Et pour ne rien arranger, le matériel jusqu'alors sous caution, doit désormais être acheté par les livreurs.
- Hier j'ai fait 7 heures de travail pour 35 euros
- Oh c'est chaud... Sérieusement, t'as fait si peu ?
Chez ces livreurs strasbourgeois, on accueille la nouvelle sans trop sourciller. En tout cas, en apparence.
Victor Rollinger a, lui, claqué, la porte il y a un mois. L'un des rares à avoir pu se le permettre. "Une question de principe" pour le jeune homme.
On avait l'espoir qu'on puisse croître avec l'entreprise en tant que partenaire (...) C'était tellement intéressant financièrement que beaucoup de gens ont lâché leurs études, arrêté le travail qu'ils avaient, ont pris goût à ce travail là et surtout à la rémunération qui était très intéressante. Et maintenant ils se retrouvent coincés (...) avec une rémunération bien moindre
Dans plusieurs villes de France des livreurs se rassemblent déjà et des syndicats se créent. Mais la fronde s'organise timidement dans l'ensemble.
Actuellement on occupe les locaux de Deliveroo, pic.twitter.com/KtEYMjtIkI
— Leonava Whale ☭ (@LeonTrotskill) 30 août 2017
Manifestation des livreurs #Deliveroo Paris @_CLAP75 pic.twitter.com/JPIPgmVJfy
— Yann Honeymouth (@YannHoneymouth) 28 août 2017
A Strasbourg, pas de rassemblement. Les contestations restent pour le moment en interne. "Ici, on est plutôt bien lotis", confie Léo Antoine.
Le géant de la livraison tempère et parle d'une "trentaine de manifestants à peine".
Quinze personnes seulement ont refusé le nouveau système (...) la rémunération reste à 40% au-dessus du SMIC brut.
Car en un an, Deliveroo a changé de discours. "C'est un boulot d'appoint, 60 à 70% de nos livreurs sont étudiants."
Deliveroo s'explique sur la convergence tarifaire
Le métier de livreur à vélo pour ces grandes plateformes implique un statut d'auto-entrepreneur très précaire, sans protection sociale. Ces travailleurs n'ont, par exemple, ni congés payés ni cotisation retraite.

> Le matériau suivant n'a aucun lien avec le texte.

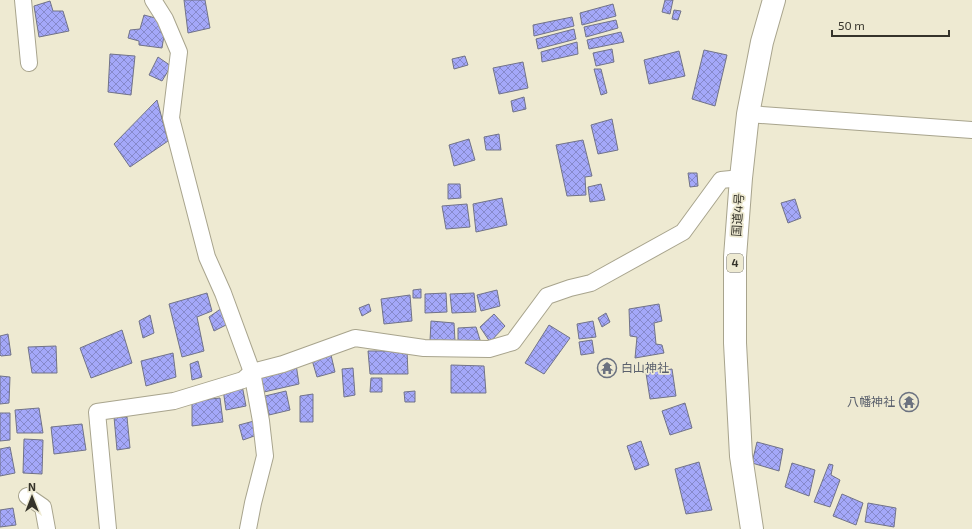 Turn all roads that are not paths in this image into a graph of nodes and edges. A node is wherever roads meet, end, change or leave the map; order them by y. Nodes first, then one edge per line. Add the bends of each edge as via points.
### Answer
1 (23, 0) edge
2 (153, 0) edge
3 (774, 0) edge
4 (29, 63) dead end
5 (748, 114) junction
6 (972, 130) edge
7 (740, 178) junction
8 (252, 372) junction
9 (26, 496) dead end
10 (47, 529) edge
11 (108, 529) edge
12 (248, 529) edge
13 (752, 529) edge

1 - 4 street
2 - 8 street via 165,19 179,52 171,118 207,257
3 - 5 highway, 国道4号 / 4 via 762,42
5 - 6 street
5 - 7 highway, 国道4号 / 4
7 - 8 street via 720,180 682,232 591,283 547,296 513,342 490,349 424,348 355,338 283,364
7 - 13 highway, 国道4号 / 4 via 735,257 735,343 741,456
8 - 11 street via 243,380 174,401 97,412
8 - 12 street via 265,456
9 - 10 street via 43,507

Léo Antoine, bien déterminer à continuer d'enfourcher son vélo, a choisi lui de travailler pour l'entreprise Tomahawk.
L'entreprise strasbourgeoise livre principalement le secteur médical depuis 2004. Ses seize salariés pédalent à temps partiels en disposant d'un vrai statut de salariés.
Un modèle de la "vieille économie", qui roule
Une assurance pour les livreurs en cas d'accident
Après des semaines d'agitations, Deliveroo entend montrer qu'il prend soin de ses livreurs.
Le Britannique a annoncé, jeudi 7 septembre, la création d'une assurance pour protéger les 7 500 travailleurs indépendants qui roulent en France.
Une couverture sociale complémentaire gratuite, "dès la première course", en cas d'accident pendant une livraison. Cette mesure de protection des livreurs couvrira le remboursement des soins médicaux et des frais d'hospitalisation à hauteur de 200% de la base de la sécurité sociale. Une indemnisation de la perte de revenus jusqu'à 1000 euros en cas de blessure entraînant une interruption de travail est également prévue. Et 25 000 euros en cas d'invalidité ou de décès.
La mesure est primordiale pour ces auto-entrepreneurs dont le statut se démarque en partie par sa grande précarité.
Car si la loi travail votée en 2016 oblige la majorité des plateformes à prendre en charge, à compter de janvier 2018, l'assurance volontaire acquittée par les travailleurs en matière d'accident du travail, ou un contrat collectif aux garanties équivalentes, cette dernière le conditionne à un chiffre d'affaires au moins égal à 5100 euros dans l'année, avec une ou plusieurs plateformes.
Uber avait déjà annoncé pour ses chauffeurs en juillet la future "prise en charge, en cas d'accident, des coûts des soins, dans l'indemnisation en cas d'incapacité, ainsi que dans l'indemnisation des ayants droit en cas de décès".
Une avancée pour les travailleurs de ces plateformes numériques dont le statut juridique demeure flou.